In the past, when Australia had closer ties to Britain, that power meant something, and it wasn't until 1930 that an Australian was named to the role.
But according to Sarah Joseph, a constitutional-law expert at Monash University, in recent decades that power has diminished considerably. In real terms now, the governor general has no more political power than the Queen does in Britain. He is a rubber stamp for the government of the day whose primary duties are ceremonial.
"To be brutally honest, a lot of people don't think about the governor general," Ms. Joseph said. "But the office of governor general is not supposed to be divisive. It is supposed to be one of universal respect."
And by expressing views on child abuse at odds with those in the wider community, experts like Joseph say Hollingworth has undermined the people's trust for a role one former prime minister likened to being the conscience of the nation.
There are also questions about his ability to be apolitical. The opposition Australian Labor Party, for example, has called for his resignation.
Polls show it hasn't had much effect on people's attitudes toward the Queen or Australia becoming a republic independent of the British monarchy.
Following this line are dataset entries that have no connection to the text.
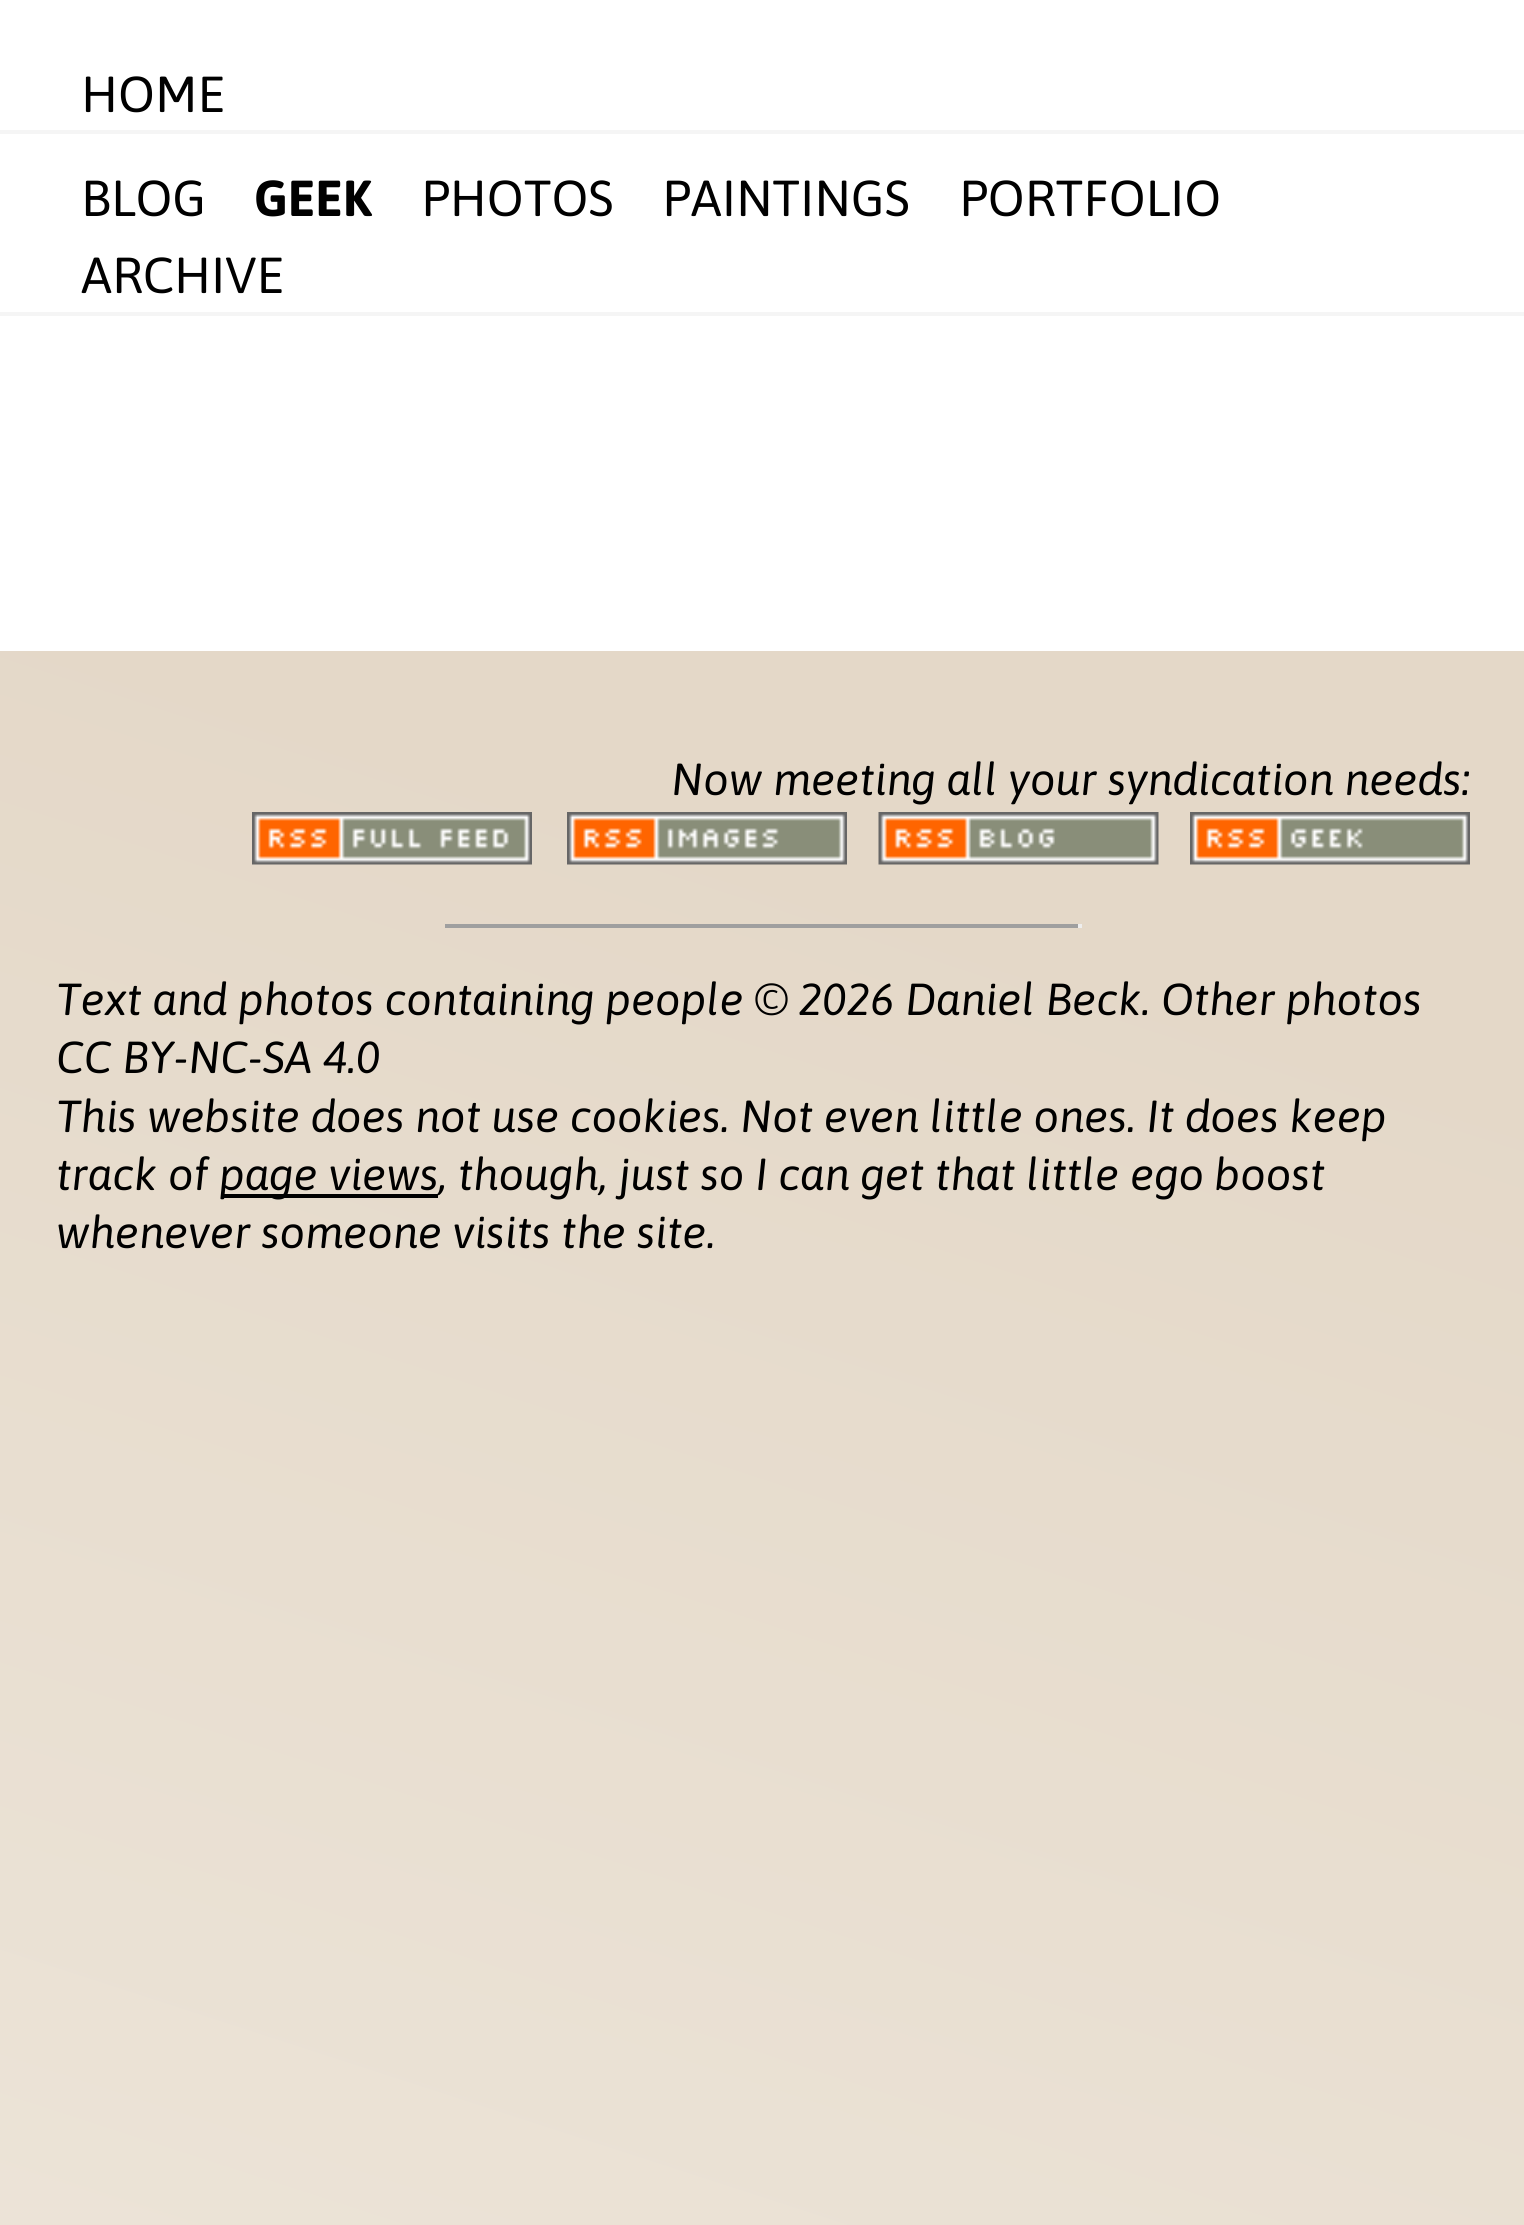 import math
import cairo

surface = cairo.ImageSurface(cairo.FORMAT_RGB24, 1524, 2225)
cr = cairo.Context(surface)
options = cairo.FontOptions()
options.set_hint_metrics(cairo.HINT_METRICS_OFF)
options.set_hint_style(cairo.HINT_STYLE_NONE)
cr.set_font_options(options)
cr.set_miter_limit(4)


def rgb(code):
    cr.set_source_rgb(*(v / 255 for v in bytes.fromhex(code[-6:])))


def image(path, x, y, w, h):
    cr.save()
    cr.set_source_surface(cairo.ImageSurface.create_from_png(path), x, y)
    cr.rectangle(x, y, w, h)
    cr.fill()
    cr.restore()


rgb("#ffffff")
cr.paint()
rgb("#f5f5f5")
cr.rectangle(0, 130, 1524, 4)
cr.fill()
cr.rectangle(0, 312, 1524, 4)
cr.fill()
gradient = cairo.LinearGradient(192, 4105, 1334, 589)
gradient.add_color_stop_rgba(0.08, 0.953, 0.933, 0.898, 1)
gradient.add_color_stop_rgba(0.89, 0.894, 0.847, 0.784, 1)
cr.set_source(gradient)
cr.rectangle(0, 651, 1524, 1574)
cr.fill()
image("img/1.png", 252, 812, 280, 53)
image("img/2.png", 567, 812, 280, 53)
image("img/3.png", 878, 812, 281, 53)
image("img/4.png", 1190, 812, 280, 53)
for x, y, w, h, color in [
    (445, 924, 637, 4, "#9f9f9f"),
    (1078, 924, 4, 4, "#eeeeee"),
    (221, 1194, 217, 4, "#000000"),
]:
    rgb(color)
    cr.rectangle(x, y, w, h)
    cr.fill()
cr.select_font_face("Asap")
cr.set_font_size(50.5)
cr.move_to(81, 112)
cr.show_text("HOME")
cr.move_to(81, 216)
cr.show_text("BLOG")
cr.select_font_face("Asap", cairo.FONT_SLANT_NORMAL, cairo.FONT_WEIGHT_BOLD)
cr.move_to(254, 216)
cr.show_text("GEEK")
cr.select_font_face("Asap")
for x, y, s in [
    (421, 216, "PHOTOS"),
    (662, 216, "PAINTINGS"),
    (959, 216, "PORTFOLIO"),
    (81, 293, "ARCHIVE"),
]:
    cr.move_to(x, y)
    cr.show_text(s)
cr.select_font_face("Asap", cairo.FONT_SLANT_ITALIC)
cr.set_font_size(44.8)
for x, y, s in [
    (671, 795, "Now meeting all your syndication needs:"),
    (56, 1015, "Text and photos containing people © 2026 Daniel Beck. Other photos"),
    (56, 1073, "CC BY-NC-SA 4.0"),
    (56, 1132, "This website does not use cookies. Not even little ones. It does keep"),
    (56, 1190, "track of"),
    (219, 1190, "page views, though, just so I can get that little ego boost"),
    (56, 1248, "whenever someone visits the site."),
]:
    cr.move_to(x, y)
    cr.show_text(s)
surface.write_to_png("page.png") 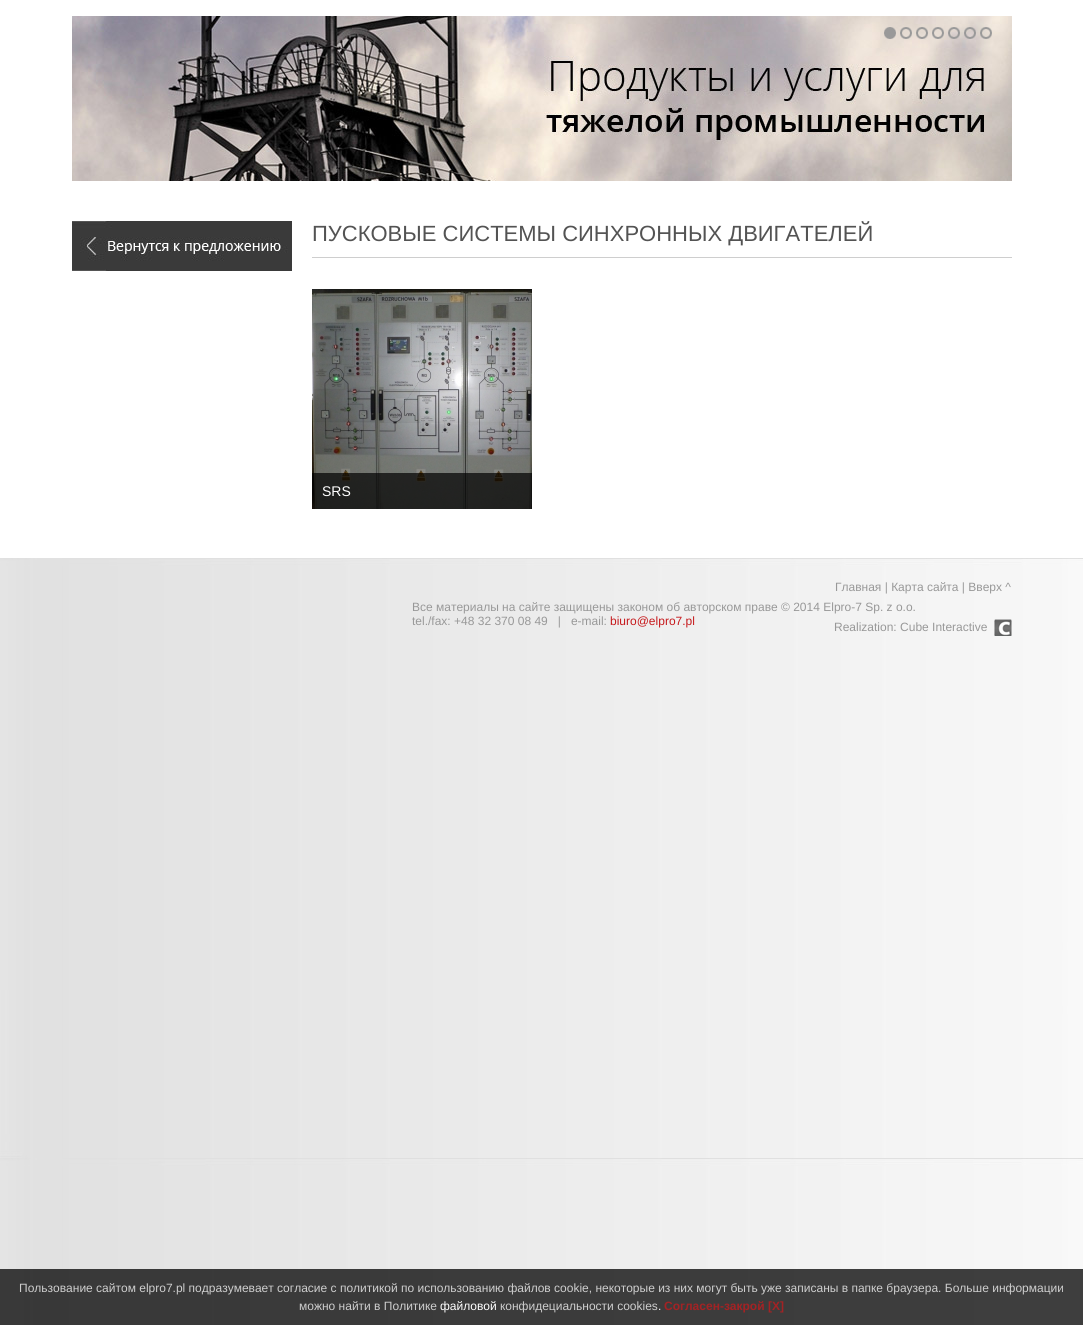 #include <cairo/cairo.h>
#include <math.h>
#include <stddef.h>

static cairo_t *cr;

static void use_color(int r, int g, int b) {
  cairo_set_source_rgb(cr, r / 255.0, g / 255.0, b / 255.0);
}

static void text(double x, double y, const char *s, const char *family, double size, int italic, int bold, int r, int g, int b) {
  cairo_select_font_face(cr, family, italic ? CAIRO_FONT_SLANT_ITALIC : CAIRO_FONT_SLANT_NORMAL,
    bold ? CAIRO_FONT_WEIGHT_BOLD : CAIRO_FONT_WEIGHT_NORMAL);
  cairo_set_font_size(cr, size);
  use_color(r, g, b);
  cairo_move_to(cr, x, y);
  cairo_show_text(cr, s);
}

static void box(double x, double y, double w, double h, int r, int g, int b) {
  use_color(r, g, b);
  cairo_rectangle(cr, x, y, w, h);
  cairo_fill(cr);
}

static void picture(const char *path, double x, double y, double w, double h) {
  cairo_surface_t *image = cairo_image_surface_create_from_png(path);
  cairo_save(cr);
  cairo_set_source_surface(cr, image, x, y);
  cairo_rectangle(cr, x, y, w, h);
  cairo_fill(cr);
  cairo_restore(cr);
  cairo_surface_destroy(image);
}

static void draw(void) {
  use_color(255, 255, 255);
  cairo_paint(cr);
  picture("img_01.png", 72, 16, 940, 165);
  picture("img_02.png", 884, 27, 12, 12);
  picture("img_03.png", 900, 27, 12, 12);
  picture("img_04.png", 916, 27, 12, 12);
  picture("img_05.png", 932, 27, 12, 12);
  picture("img_06.png", 948, 27, 12, 12);
  picture("img_07.png", 964, 27, 12, 12);
  picture("img_08.png", 980, 27, 12, 12);
  picture("img_09.png", 72, 221, 220, 50);
  box(312, 257, 700, 1, 206, 206, 206);
  picture("img_10.png", 312, 289, 220, 220);
  cairo_set_source_rgba(cr, 0, 0, 0, 0.7);
  cairo_rectangle(cr, 312, 473, 220, 36);
  cairo_fill(cr);
  picture("img_11.png", 0, 558, 1083, 767);
  picture("img_12.png", 994, 619, 18, 17);
  cairo_set_source_rgba(cr, 0, 0, 0, 0.75);
  cairo_rectangle(cr, 0, 1269, 1083, 56);
  cairo_fill(cr);
  text(312, 241, "ПУСКОВЫЕ СИСТЕМЫ СИНХРОННЫХ ДВИГАТЕЛЕЙ", "Liberation Sans", 22, 0, 0, 83, 83, 83);
  text(322, 496, "SRS", "Liberation Sans", 14, 0, 0, 255, 255, 255);
  text(835, 591, "Главная | Карта сайта | Вверх ^", "Liberation Sans", 12, 0, 0, 152, 152, 152);
  text(412, 611, "Все материалы на сайте защищены законом об авторском праве © 2014 Elpro-7 Sp. z o.o.", "Liberation Sans", 12, 0, 0, 152, 152, 152);
  text(412, 625, "tel./fax: +48 32 370 08 49   |   e-mail:", "Liberation Sans", 12, 0, 0, 152, 152, 152);
  text(610, 625, "biuro@elpro7.pl", "Liberation Sans", 12, 0, 0, 198, 25, 28);
  text(834, 631, "Realization: Cube Interactive", "Liberation Sans", 12, 0, 0, 152, 152, 152);
  text(19, 1292, "Пользование сайтом elpro7.pl подразумевает согласие с политикой по использованию файлов сookie, некоторые из них могут быть уже записаны в папке браузера. Больше информации", "Liberation Sans", 12, 0, 0, 206, 206, 206);
  text(299, 1310, "можно найти в Политике", "Liberation Sans", 12, 0, 0, 206, 206, 206);
  text(440, 1310, "файловой", "Liberation Sans", 12, 0, 0, 255, 255, 255);
  text(500, 1310, "конфидециальности cookies", "Liberation Sans", 12, 0, 0, 206, 206, 206);
  text(658, 1310, ".", "Liberation Sans", 12, 0, 0, 255, 255, 255);
  text(664, 1310, "Согласен-закрой [X]", "Liberation Sans", 12, 0, 1, 164, 34, 36);
}

int main(void) {
  cairo_surface_t *surface = cairo_image_surface_create(CAIRO_FORMAT_RGB24, 1083, 1325);
  cr = cairo_create(surface);
  cairo_font_options_t *options = cairo_font_options_create();
  cairo_font_options_set_hint_metrics(options, CAIRO_HINT_METRICS_OFF);
  cairo_font_options_set_hint_style(options, CAIRO_HINT_STYLE_NONE);
  cairo_set_font_options(cr, options);
  cairo_set_miter_limit(cr, 4);
  draw();
  cairo_surface_write_to_png(surface, "out.png");
  cairo_font_options_destroy(options);
  cairo_destroy(cr);
  cairo_surface_destroy(surface);
  return 0;
}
But according to John Warhurst, professor of politics at Australian National University, Hollingworth has also made life uncomfortable for the prime minister, who after his reelection to a third and probably final term is now managing his legacy.
"John Howard's personal concern is probably his place in history at the moment and wanting to have as few strikes as possible against him," Mr. Warhurst says. "This could eventually be seen as one of his weaker moments."